His hand closed on the moist, hairy thing, but it squirmed out of his fingers.

“Damn it,” he said. “Come here, you little bastard.”

The bed rocked as the thing growled and hissed. Spitting, it bit off Calvin’s hand. He pulled back a bloody stump, except the blood was black and as thick as tar.

“Ah, damn.”

The monster threw the bed to one side. The hairy lump turned to the window and howled at the moon. Then it hurled itself through the glass, plummeting to the ground far below with a long, startled gurgle that ended when it hit the pavement.

None of the lump beasts ever grasped the concept of gravity. More often than not, it was their undoing.

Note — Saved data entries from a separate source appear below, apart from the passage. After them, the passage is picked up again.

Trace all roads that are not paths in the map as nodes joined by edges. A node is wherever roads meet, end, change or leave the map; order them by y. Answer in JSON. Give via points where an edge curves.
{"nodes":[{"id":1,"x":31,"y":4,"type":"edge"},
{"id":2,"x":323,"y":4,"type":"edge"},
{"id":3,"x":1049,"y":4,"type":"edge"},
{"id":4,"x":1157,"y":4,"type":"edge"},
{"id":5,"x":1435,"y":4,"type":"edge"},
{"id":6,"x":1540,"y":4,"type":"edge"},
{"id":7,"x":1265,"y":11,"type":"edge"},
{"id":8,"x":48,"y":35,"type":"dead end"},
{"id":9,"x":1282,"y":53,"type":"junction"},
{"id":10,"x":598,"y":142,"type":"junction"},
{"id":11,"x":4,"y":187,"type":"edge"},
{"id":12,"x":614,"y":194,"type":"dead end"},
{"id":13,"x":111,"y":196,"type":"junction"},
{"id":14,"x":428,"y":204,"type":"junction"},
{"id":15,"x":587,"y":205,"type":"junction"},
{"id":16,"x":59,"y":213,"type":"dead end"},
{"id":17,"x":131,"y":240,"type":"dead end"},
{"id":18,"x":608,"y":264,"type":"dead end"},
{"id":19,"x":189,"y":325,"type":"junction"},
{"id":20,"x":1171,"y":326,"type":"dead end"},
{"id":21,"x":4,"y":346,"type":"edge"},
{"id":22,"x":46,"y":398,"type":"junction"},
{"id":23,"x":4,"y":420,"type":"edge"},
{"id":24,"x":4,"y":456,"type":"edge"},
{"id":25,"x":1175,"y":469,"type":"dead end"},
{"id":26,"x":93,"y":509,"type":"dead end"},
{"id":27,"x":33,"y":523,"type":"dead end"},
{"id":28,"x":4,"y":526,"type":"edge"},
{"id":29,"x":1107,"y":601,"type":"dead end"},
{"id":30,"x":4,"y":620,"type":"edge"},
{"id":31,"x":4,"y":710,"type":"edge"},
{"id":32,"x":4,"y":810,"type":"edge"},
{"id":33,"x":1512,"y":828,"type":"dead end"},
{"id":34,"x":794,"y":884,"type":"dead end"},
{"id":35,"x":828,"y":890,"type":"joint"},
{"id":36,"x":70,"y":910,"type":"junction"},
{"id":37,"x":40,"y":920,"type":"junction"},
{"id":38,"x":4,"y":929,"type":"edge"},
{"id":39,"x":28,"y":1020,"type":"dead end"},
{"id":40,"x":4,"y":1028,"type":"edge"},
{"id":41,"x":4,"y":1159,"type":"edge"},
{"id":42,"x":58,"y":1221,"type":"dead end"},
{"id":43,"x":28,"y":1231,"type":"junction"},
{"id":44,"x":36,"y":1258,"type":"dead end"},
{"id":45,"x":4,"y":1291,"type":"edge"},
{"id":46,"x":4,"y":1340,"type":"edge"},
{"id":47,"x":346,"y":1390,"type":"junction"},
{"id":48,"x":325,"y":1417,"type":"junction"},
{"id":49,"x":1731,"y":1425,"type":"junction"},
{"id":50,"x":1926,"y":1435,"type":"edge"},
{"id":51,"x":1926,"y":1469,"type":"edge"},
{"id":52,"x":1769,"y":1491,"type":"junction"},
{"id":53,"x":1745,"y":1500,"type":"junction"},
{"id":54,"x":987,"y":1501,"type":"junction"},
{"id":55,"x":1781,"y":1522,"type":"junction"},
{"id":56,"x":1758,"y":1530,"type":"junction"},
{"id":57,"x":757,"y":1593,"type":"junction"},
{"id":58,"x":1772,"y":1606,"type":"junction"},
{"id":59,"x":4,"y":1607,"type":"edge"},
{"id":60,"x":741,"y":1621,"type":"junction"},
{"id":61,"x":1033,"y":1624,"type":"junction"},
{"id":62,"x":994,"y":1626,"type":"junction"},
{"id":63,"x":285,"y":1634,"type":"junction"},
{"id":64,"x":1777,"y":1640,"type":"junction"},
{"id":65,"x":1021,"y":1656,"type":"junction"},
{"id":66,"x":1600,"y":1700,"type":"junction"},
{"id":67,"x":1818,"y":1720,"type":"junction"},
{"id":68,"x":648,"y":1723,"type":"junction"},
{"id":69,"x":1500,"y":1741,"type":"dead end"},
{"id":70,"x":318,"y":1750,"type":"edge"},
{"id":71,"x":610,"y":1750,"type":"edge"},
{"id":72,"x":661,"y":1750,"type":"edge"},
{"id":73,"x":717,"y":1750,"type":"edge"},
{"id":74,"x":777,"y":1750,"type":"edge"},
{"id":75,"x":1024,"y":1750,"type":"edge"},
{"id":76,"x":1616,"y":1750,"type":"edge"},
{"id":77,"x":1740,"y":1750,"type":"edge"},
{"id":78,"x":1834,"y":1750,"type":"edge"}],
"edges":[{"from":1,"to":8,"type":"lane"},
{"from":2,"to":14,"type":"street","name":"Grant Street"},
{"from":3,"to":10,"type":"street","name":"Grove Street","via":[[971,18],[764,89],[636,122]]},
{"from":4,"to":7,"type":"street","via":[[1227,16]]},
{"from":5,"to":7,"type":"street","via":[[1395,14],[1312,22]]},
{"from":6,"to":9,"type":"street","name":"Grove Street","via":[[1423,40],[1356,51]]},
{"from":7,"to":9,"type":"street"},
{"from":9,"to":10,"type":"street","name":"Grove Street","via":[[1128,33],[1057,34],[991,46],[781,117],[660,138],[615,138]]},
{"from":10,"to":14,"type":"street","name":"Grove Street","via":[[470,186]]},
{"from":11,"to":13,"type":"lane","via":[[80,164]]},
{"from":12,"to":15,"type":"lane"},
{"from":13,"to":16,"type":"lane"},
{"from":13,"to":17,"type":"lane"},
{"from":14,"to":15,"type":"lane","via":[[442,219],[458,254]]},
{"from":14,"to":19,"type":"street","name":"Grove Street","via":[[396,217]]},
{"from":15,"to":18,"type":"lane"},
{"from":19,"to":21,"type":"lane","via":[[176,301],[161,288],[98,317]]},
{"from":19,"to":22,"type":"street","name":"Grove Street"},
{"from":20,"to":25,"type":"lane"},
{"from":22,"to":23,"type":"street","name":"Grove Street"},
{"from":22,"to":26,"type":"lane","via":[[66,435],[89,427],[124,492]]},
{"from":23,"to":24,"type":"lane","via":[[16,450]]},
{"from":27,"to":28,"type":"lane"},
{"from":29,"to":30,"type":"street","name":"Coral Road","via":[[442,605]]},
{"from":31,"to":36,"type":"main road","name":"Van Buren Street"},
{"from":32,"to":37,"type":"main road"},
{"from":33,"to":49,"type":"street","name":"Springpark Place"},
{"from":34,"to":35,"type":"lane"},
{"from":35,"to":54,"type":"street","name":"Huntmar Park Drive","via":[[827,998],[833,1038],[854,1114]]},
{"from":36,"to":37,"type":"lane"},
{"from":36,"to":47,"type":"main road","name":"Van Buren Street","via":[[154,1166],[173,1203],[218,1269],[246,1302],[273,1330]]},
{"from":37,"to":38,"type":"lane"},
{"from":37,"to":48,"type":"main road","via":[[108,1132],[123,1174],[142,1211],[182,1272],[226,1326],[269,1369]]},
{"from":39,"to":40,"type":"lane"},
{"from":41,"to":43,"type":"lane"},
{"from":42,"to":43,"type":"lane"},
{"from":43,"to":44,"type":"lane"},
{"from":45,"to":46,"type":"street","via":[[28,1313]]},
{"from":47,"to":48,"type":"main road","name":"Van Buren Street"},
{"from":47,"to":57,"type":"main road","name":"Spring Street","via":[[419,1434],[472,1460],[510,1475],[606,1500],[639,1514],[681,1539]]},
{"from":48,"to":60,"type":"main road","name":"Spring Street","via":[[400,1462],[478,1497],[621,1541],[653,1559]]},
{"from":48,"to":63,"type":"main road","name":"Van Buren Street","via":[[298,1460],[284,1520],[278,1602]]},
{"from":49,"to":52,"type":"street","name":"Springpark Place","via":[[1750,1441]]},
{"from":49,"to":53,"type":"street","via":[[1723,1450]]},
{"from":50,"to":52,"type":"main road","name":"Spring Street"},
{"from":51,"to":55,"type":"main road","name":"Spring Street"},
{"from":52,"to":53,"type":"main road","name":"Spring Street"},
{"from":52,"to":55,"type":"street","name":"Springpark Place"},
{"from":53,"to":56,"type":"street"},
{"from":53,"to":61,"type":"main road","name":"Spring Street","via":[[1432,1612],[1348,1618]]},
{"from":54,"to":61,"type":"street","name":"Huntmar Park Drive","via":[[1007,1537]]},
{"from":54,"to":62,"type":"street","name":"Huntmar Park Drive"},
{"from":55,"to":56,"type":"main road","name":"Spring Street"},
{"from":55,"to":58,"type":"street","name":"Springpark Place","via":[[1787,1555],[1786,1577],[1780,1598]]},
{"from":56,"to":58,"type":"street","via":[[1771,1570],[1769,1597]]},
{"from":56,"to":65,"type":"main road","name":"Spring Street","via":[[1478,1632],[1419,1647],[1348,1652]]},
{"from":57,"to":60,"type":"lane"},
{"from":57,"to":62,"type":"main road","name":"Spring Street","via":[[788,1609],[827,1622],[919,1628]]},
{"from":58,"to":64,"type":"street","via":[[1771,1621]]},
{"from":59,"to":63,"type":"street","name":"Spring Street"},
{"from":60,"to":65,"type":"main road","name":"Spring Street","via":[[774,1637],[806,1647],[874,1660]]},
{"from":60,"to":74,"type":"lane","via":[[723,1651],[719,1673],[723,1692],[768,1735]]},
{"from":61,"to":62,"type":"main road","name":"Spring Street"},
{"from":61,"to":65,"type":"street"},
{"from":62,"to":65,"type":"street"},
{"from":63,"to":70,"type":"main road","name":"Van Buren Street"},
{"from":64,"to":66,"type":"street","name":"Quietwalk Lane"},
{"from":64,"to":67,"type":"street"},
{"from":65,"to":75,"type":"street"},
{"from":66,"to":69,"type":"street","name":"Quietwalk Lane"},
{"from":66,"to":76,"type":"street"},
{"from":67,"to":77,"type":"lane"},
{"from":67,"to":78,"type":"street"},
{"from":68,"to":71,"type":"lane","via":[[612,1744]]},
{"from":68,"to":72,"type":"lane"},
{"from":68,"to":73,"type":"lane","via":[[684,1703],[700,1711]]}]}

A new hand bubbled upward from his stump. The flesh was grayish, the veins a web of bright red. It would look more normal in a few minutes.

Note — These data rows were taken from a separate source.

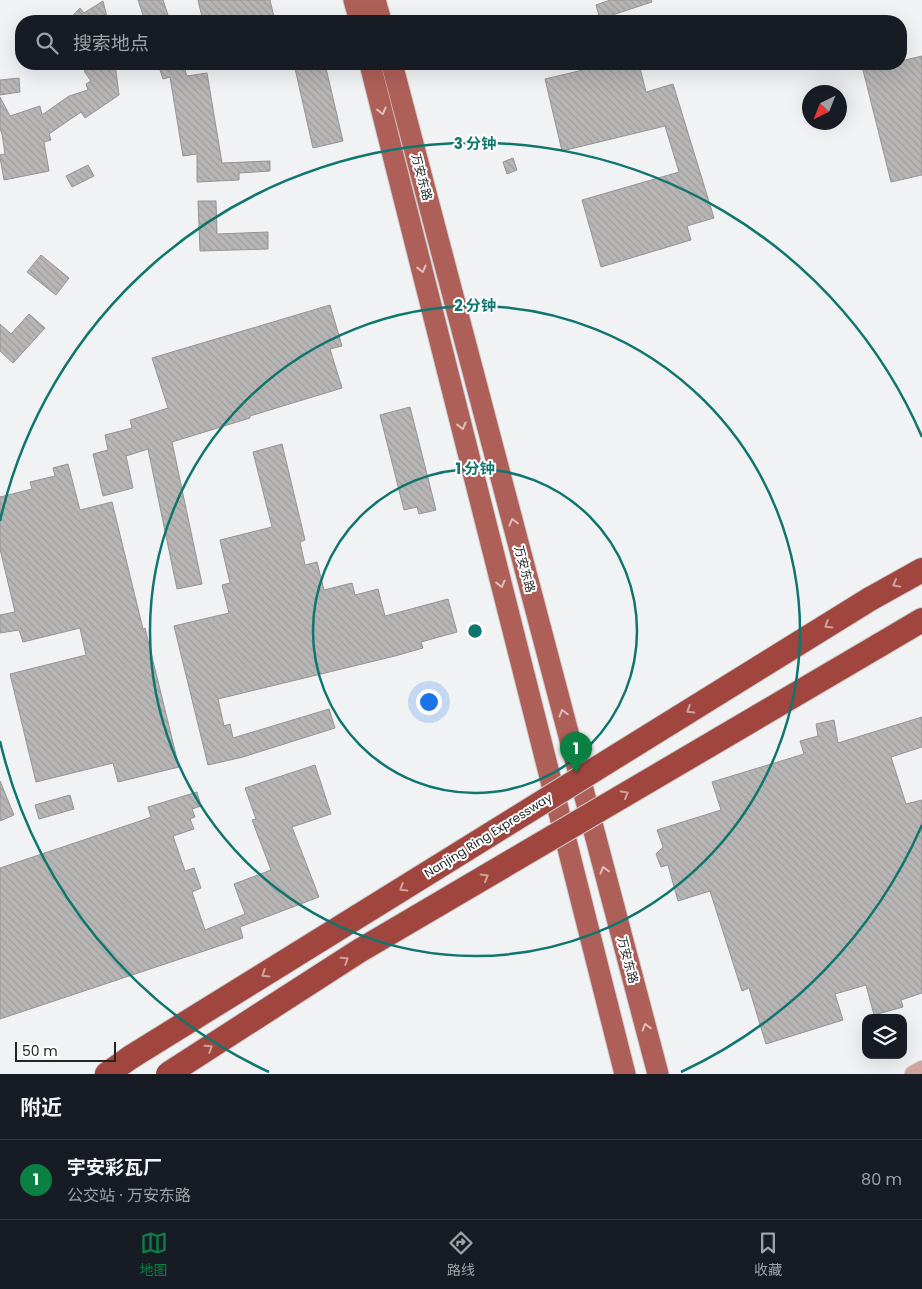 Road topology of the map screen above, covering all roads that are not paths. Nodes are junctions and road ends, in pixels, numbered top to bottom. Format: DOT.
graph roads {
  1 [pos="354,0"];
  2 [pos="375,0"];
  3 [pos="358,15"];
  4 [pos="379,15"];
  5 [pos="372,70"];
  6 [pos="394,70"];
  7 [pos="922,570"];
  8 [pos="922,620"];
  9 [pos="922,1069"];
  10 [pos="107,1074"];
  11 [pos="168,1074"];
  12 [pos="625,1074"];
  13 [pos="658,1074"];
  14 [pos="913,1074"];
  1 -- 3 [label="main road"];
  2 -- 4 [label="main road"];
  5 -- 12 [label="main road, 万安东路, one-way"];
  13 -- 6 [label="main road, 万安东路, one-way"];
  7 -- 10 [label="highway, Nanjing Ring Expressway, one-way, bridge"];
  11 -- 8 [label="highway, one-way, bridge"];
  9 -- 14 [label="street"];
}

Sharon entered. She shook her head at the broken window.

“Honestly, Calvin. Sometimes I think you do this on purpose.”

He shrugged. “Sorry.”

“It’s fine. Just get your shoes on.”

The bed fell back into place. The window un-broke. An invisible hand tried to pluck Calvin from the fabric of reality. It failed, as it always did. He was a barb stuck beneath the skin of the universe, an unwanted invader that could not be removed. The invisible hand scratched at him like a dog scratching at a flea. It didn’t hurt, but it was irritating.

The moon god wailed.

It was going to be one of those nights. They went downstairs to a waiting black sedan. They sat in the back in silence. The driver didn’t need to be told where to go, and there was nothing to discuss. The routine was set. Sharon read a
People
magazine while Calvin stared out the window, watching the city pass. They rode into the well-to-do suburbs, where the houses hid behind stone walls and iron gates. The car pulled onto an estate and traveled down the winding driveway. Sculpted topiaries and pavement fell away to gravel and untended bushes. The gravel turned to dirt, and the bushes became a forest. Calvin wasn’t sure how large the estate was, but it took at least five minutes to drive from the gate to the house at its center. And the well-manicured lawns disappeared, consumed by a twisted wilderness.

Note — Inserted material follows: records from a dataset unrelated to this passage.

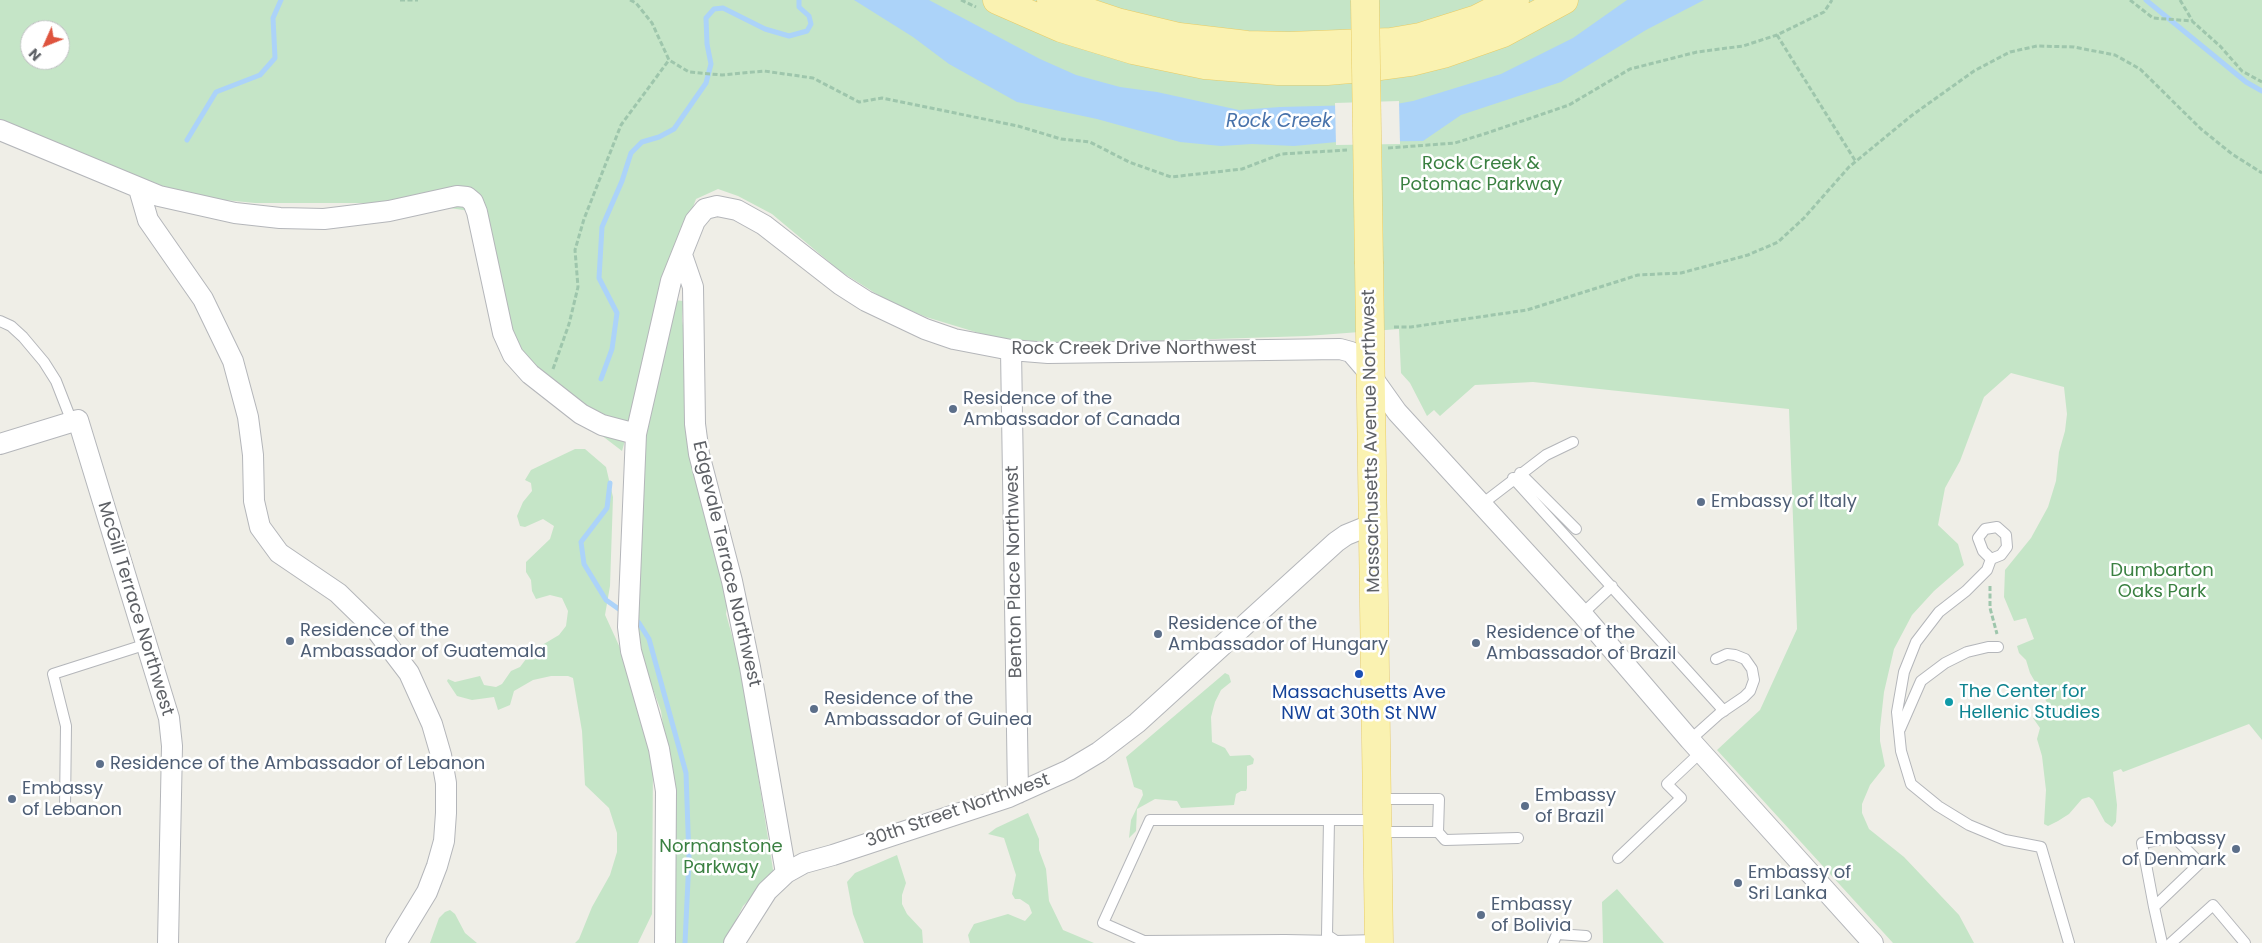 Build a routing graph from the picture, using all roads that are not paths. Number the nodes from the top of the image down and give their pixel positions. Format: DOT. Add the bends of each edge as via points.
graph roads {
  1 [pos="997,0"];
  2 [pos="1050,0"];
  3 [pos="1364,0"];
  4 [pos="1515,0"];
  5 [pos="1564,0"];
  6 [pos="0,130"];
  7 [pos="139,188"];
  8 [pos="682,255"];
  9 [pos="0,322"];
  10 [pos="1011,350"];
  11 [pos="1370,374"];
  12 [pos="72,422"];
  13 [pos="636,434"];
  14 [pos="1573,442"];
  15 [pos="0,444"];
  16 [pos="1517,475"];
  17 [pos="1482,504"];
  18 [pos="1373,524"];
  19 [pos="1576,529"];
  20 [pos="1991,558"];
  21 [pos="1612,586"];
  22 [pos="1582,614"];
  23 [pos="147,644"];
  24 [pos="1998,647"];
  25 [pos="1716,659"];
  26 [pos="1724,711"];
  27 [pos="1899,732"];
  28 [pos="1696,746"];
  29 [pos="1018,793"];
  30 [pos="65,807"];
  31 [pos="1378,817"];
  32 [pos="1329,820"];
  33 [pos="1438,832"];
  34 [pos="1518,838"];
  35 [pos="1618,858"];
  36 [pos="786,873"];
  37 [pos="2154,907"];
  38 [pos="1586,936"];
  39 [pos="1336,941"];
  40 [pos="1379,942"];
  41 [pos="168,943"];
  42 [pos="396,943"];
  43 [pos="664,943"];
  44 [pos="734,943"];
  45 [pos="1554,943"];
  46 [pos="1873,943"];
  47 [pos="2069,943"];
  48 [pos="2162,943"];
  49 [pos="2171,943"];
  50 [pos="2245,943"];
  1 -- 5 [label="main road" via="1061,28 1133,50 1205,65 1278,71 1327,71 1411,62 1503,33"];
  2 -- 4 [label="main road" via="1117,22 1179,37 1289,46 1420,38 1477,19"];
  3 -- 11 [label="main road, Massachusetts Avenue Northwest, bridge" via="1382,325"];
  6 -- 7 [label="street"];
  7 -- 13 [label="street" via="212,209 303,219 369,214 457,196 467,197 476,206 503,333 513,355 530,374 581,414 611,428"];
  7 -- 42 [label="street" via="148,220 203,299 233,361 248,417 255,511 264,533 284,557 338,593 377,631 409,673 432,724 446,783 444,841 427,892"];
  8 -- 10 [label="street, Rock Creek Drive Northwest" via="695,221 705,209 717,206 737,210 764,225 841,285 897,317 925,330"];
  8 -- 13 [label="street, Rock Creek Drive Northwest" via="661,318"];
  8 -- 36 [label="street, Edgevale Terrace Northwest" via="694,287 695,424 699,454 732,581 750,667"];
  9 -- 12 [label="lane" via="24,337 44,362 56,381"];
  10 -- 11 [label="street, Rock Creek Drive Northwest" via="1048,353 1340,349 1351,352"];
  10 -- 29 [label="street, Benton Place Northwest"];
  11 -- 17 [label="street, Rock Creek Drive Northwest" via="1397,412"];
  11 -- 18 [label="main road, Massachusetts Avenue Northwest"];
  12 -- 15 [label="street"];
  12 -- 23 [label="street, McGill Terrace Northwest" via="78,420"];
  13 -- 43 [label="street, Rock Creek Drive Northwest" via="628,614 631,651 659,749 666,791"];
  14 -- 16 [label="lane" via="1546,455"];
  16 -- 17 [label="lane"];
  16 -- 19 [label="lane"];
  16 -- 21 [label="lane"];
  17 -- 22 [label="street, Rock Creek Drive Northwest"];
  18 -- 29 [label="street, 30th Street Northwest" via="1336,542 1113,742 1069,770"];
  18 -- 31 [label="main road, Massachusetts Avenue Northwest"];
  20 -- 27 [label="lane" via="1987,570 1938,612 1916,642 1904,672 1897,712"];
  21 -- 22 [label="lane"];
  21 -- 26 [label="lane"];
  22 -- 28 [label="street, Rock Creek Drive Northwest"];
  23 -- 30 [label="lane" via="53,674 66,726"];
  23 -- 41 [label="street, McGill Terrace Northwest" via="166,708 171,738"];
  24 -- 27 [label="lane" via="1967,652 1944,663 1921,681"];
  25 -- 26 [label="lane" via="1727,654 1736,655 1752,669 1754,680 1750,691"];
  26 -- 28 [label="lane"];
  27 -- 47 [label="lane" via="1911,784 1938,806 1969,825 2005,840 2041,847"];
  28 -- 35 [label="lane" via="1667,784 1680,798"];
  28 -- 46 [label="street, Rock Creek Drive Northwest"];
  29 -- 36 [label="street, 30th Street Northwest" via="804,862"];
  31 -- 32 [label="lane"];
  31 -- 33 [label="lane"];
  31 -- 33 [label="lane" via="1438,799"];
  31 -- 40 [label="main road, Massachusetts Avenue Northwest"];
  32 -- 39 [label="lane" via="1328,936"];
  32 -- 39 [label="lane" via="1150,820 1103,923 1144,941"];
  33 -- 34 [label="lane" via="1445,840"];
  36 -- 44 [label="street, 30th Street Northwest" via="768,891"];
  37 -- 37 [label="lane" via="2142,843 2174,837 2200,863"];
  37 -- 48 [label="lane"];
  38 -- 45 [label="lane" via="1557,934"];
  39 -- 40 [label="lane"];
  49 -- 50 [label="lane" via="2213,905"];
}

The manor house was a foreign piece of civilization in an intentionally uncivilized place. Electric lights illuminated a few windows, but mostly fires in braziers or torches lit the way.
Thirty-six cars were parked in the dirt clearing beside the front porch. Two more than last week, Calvin noted.

An older woman in a red dress and her young trophy husband in a tuxedo followed the torches to the back of the house. He’d seen them before but had never bothered to learn their names.

When Calvin exited the car a bearded man in a turtleneck averted his eyes and bowed slightly before scrambling away in badly disguised panic. Calvin frowned.